Does a similar conclusion apply for the magnetic field pseudo-vector as well?

12. Sep 14, 2016

### Orodruin

Staff Emeritus
In Cartesian coordinates it does not matter. In Minkowski space with general Lorentz transformations, the object mixes with the magnetic field vector.

The conclusion is similar for the magnetic field, yes. As long as you restrict yourself to rotations (no general coordinates in space or boosts), it does not matter.

13. Sep 14, 2016

### spaghetti3451

The index-free equation $\vec{E}=-\nabla\phi-\frac{\partial\vec{A}}{\partial t}$ becomes the index-full equation $E_{i}=-\partial_{i}\phi-\partial_{t}A_{i}$.
Similarly, the index-free equation $\vec{B}=\nabla\times\vec{A}$ becomes the index-full equation $B_{i}=\epsilon_{ijk}\partial_{j}A_{k}$.

Since this is in Cartesian coordinates, I presume that the position (upstairs of downstairs) of the indices does not matter, so that $E_{i}=-\partial_{i}\phi-\partial_{t}A_{i}$ is the same as $E^{i}=-\partial^{i}\phi-\partial_{t}A_{i}$, where the indices are raised and lowered without care.

Is this true?

Now, in Minkowski space, $F^{i0}=\partial^{i}A^{0}-\partial^{0}A^{i}=-\partial_{i}\phi-\partial_{t}A^{i}$. Now, I am not sure if this expression is equal to $E_{i}$, since in Minkowski space $\partial^{i}=-\partial_{i}$ and $A^{i}=-A_{i}$ but in Euclidean space in Cartesian coordinates $\partial^{i}=\partial_{i}$ and $A^{i}=A_{i}$.

Last edited: Sep 14, 2016
14. Sep 14, 2016

### Orodruin

Staff Emeritus
If you are using the Cartesian metric, yes. (I.e., if you are considering space and time separately.) Beware that if you use the Minkowski metric, raising the index changes the sign of the derivative. You just need to be careful with what you mean when writing down your equations.

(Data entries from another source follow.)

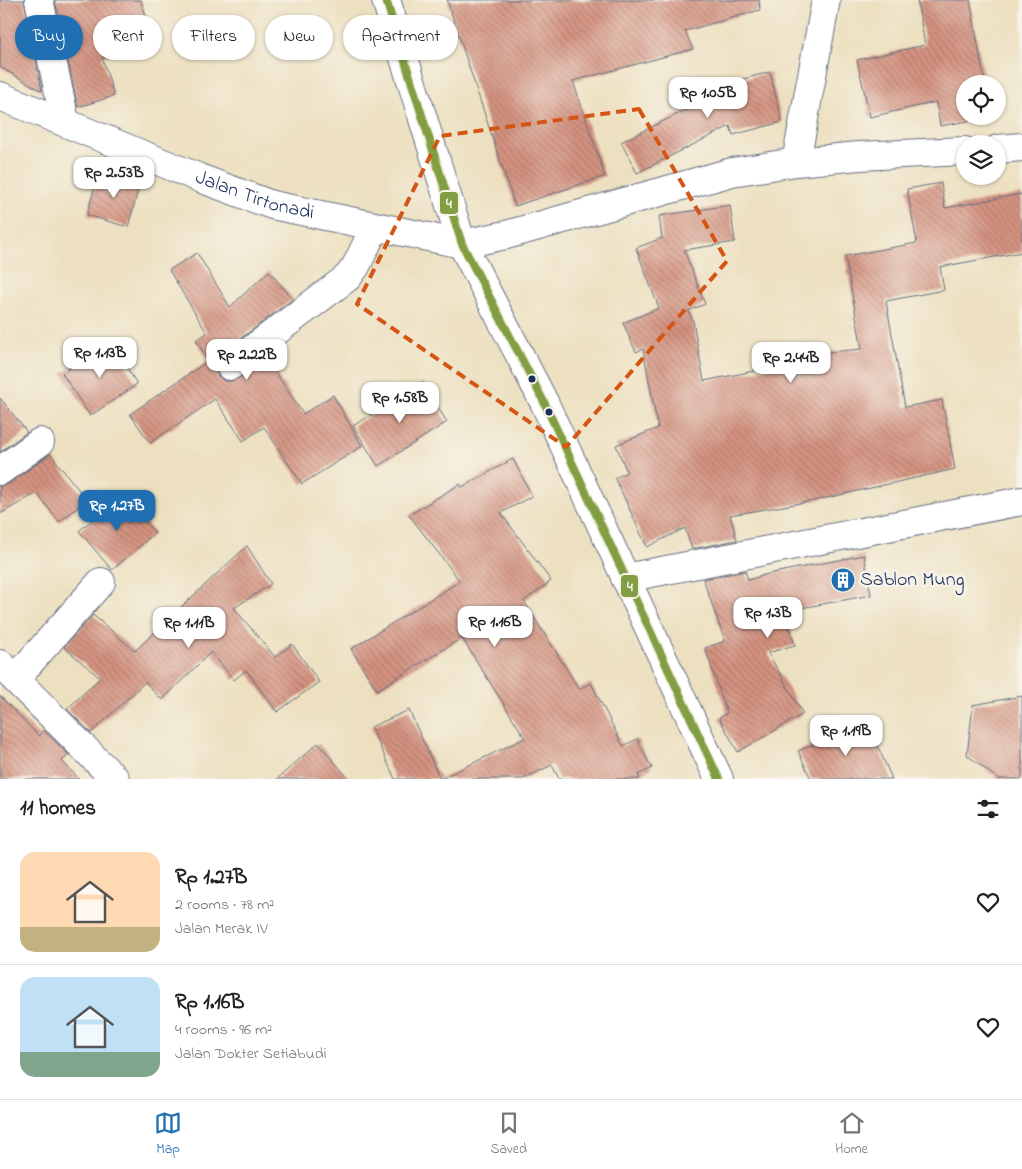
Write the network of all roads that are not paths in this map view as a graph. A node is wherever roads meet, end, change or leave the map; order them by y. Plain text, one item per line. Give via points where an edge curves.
1 (39, 0) edge
2 (386, 0) edge
3 (826, 0) edge
4 (0, 96) edge
5 (65, 121) junction
6 (1022, 147) edge
7 (1006, 148) edge
8 (956, 151) edge
9 (796, 162) junction
10 (375, 226) junction
11 (462, 244) junction
12 (230, 366) dead end
13 (40, 442) dead end
14 (0, 470) edge
15 (1022, 501) edge
16 (625, 578) junction
17 (101, 582) dead end
18 (8, 671) edge
19 (115, 779) edge
20 (719, 779) edge

1 - 5 street
2 - 11 street
3 - 9 street
4 - 5 street, Jalan Tirtonadi
5 - 10 street, Jalan Tirtonadi via 272,205
6 - 7 street
8 - 9 street
9 - 11 street via 732,172
10 - 11 street, Jalan Tirtonadi
10 - 12 street via 348,277
11 - 16 street via 544,402
13 - 14 street
15 - 16 street
16 - 20 street
17 - 18 street
18 - 19 street

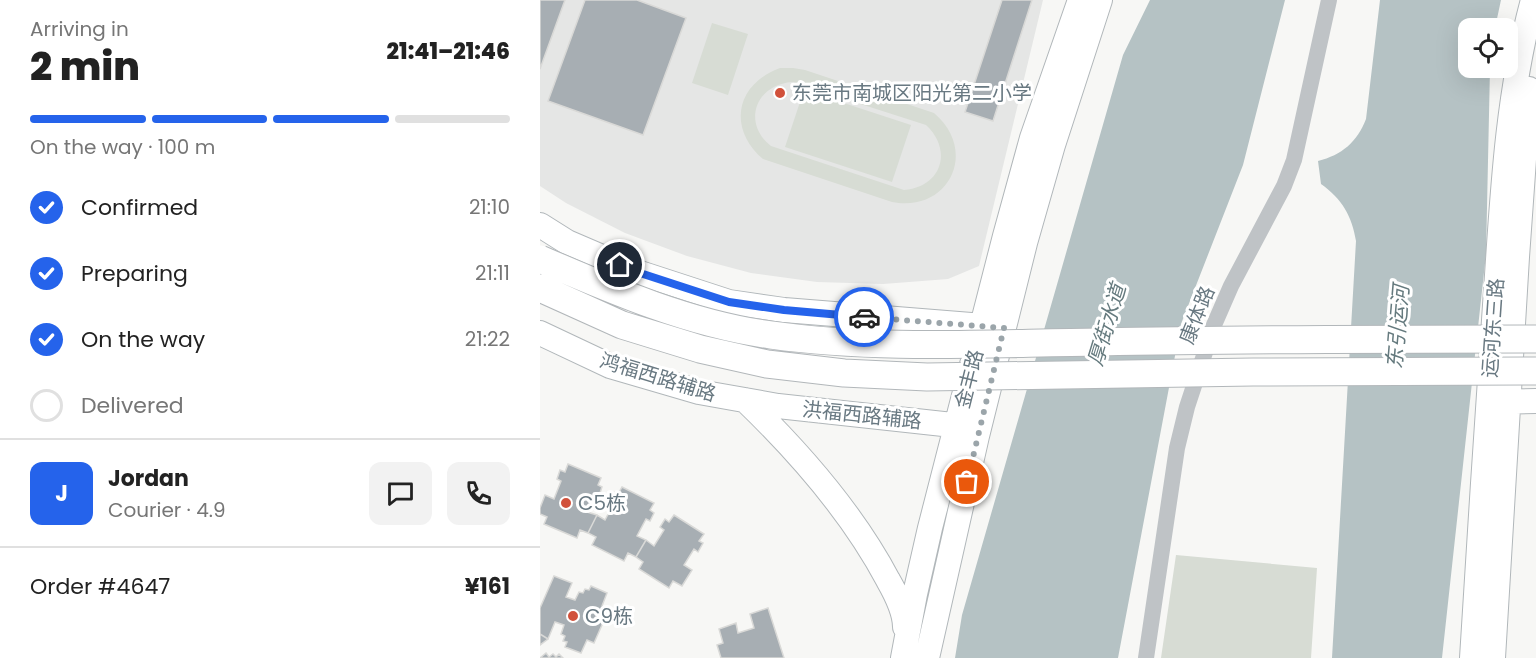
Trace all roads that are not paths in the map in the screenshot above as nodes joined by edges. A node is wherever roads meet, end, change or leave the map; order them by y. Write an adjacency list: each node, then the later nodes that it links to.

Alternatively you can use a metric with -+++ signature and not have this problem for raising and lowering the spatial indices. Some minus signs will pop up in other places though.

15. Sep 14, 2016

### vanhees71

Another point of view is that neither $\vec{E}$ nor $\vec{B}$ alone have a well-determined behaviour under Lorentz transformations but only when brought together in terms of $F_{\mu \nu}$. Particularly neither $\vec{E}$ nor $\vec{B}$ are not spatial components of a Minkowski four-vector but components of the anti-symmetric Faraday tensor.

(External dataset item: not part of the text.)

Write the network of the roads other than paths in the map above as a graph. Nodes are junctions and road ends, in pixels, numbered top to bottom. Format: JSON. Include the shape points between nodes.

Of course, on the from the Faraday tensor $\vec{E}$ and $\vec{B}$ have a well-defined transformation behavior under Lorentz transformations.
$$F^{\prime \mu \nu}(x')={\Lambda^{\mu}}_{\rho} {\Lambda^{\nu}}_{\sigma} F^{\rho \sigma}(x) = {\Lambda^{\mu}}_{\rho} {\Lambda^{\nu}}_{\sigma} F^{\rho \sigma}(\Lambda^{-1}x). \qquad (*)$$
As turns out the only two scalars (under proper orthochronous Lorentz transformations) are $F_{\mu \nu} F^{\mu \nu}$ and $\epsilon_{\mu \nu \rho \sigma} F^{\mu \nu} F^{\rho \sigma}$ which are $\propto \vec{E}^2-\vec{B}^2$ and $\propto \vec{E} \cdot \vec{B}$. This suggests further that the complex vector (the Hilbert-Silberstein vector)
$$\vec{F}=\vec{E} + \mathrm{i} \vec{B}$$
are objects with a proper transformation behavior under proper orthochronous Lorentz transformations (LTs), because with the normal bilinear scalar product (not the sesquilinear product of a unitary space!) you get
$$\vec{F} \cdot \vec{F}=\vec{E}^2-\vec{B}^2 + 2 \mathrm{i} \vec{E} \cdot \vec{B},$$
which is invariant under LTs. Indeed the transformation properties from (*) lead to the transformation
$$\vec{F'}(x')=D(\Lambda) \vec{F}(x),$$
where $D(\Lambda) \in \mathrm{SO}(3,\mathbb{C})$ builds a proper representation of the LTs. The subgroup $\mathrm{SO}(3,\mathbb{R})$ corresponds to the rotations of course, because indeed $\vec{E}$ and $\vec{B}$ are transforming as vector fields under rotations. A rotation matrix with a purely imaginary rotation angle $\mathrm{i} \eta$ is also in $\mathrm{SO}(3,\mathbb{C})$, and these refer to the pure boosts in the specified direction. The parameter $\eta$ is the rapidity, related to the velocity of the boost by $\beta=v/c=\tanh \eta$.

16. Sep 14, 2016

### Orodruin

Staff Emeritus
While this is true, I would like to remark that the information contained in the E field of an observer is contained in a 4-vector orthogonal to its 4-velocity, namely $F_{\mu\nu} V^\nu$. Similarly $\tilde F_{\mu\nu} V^\nu$ contains exactly the same information as the B field. These vectors are clearly both space-like and have time-component zero and the E and B components, respectively, as spatial components.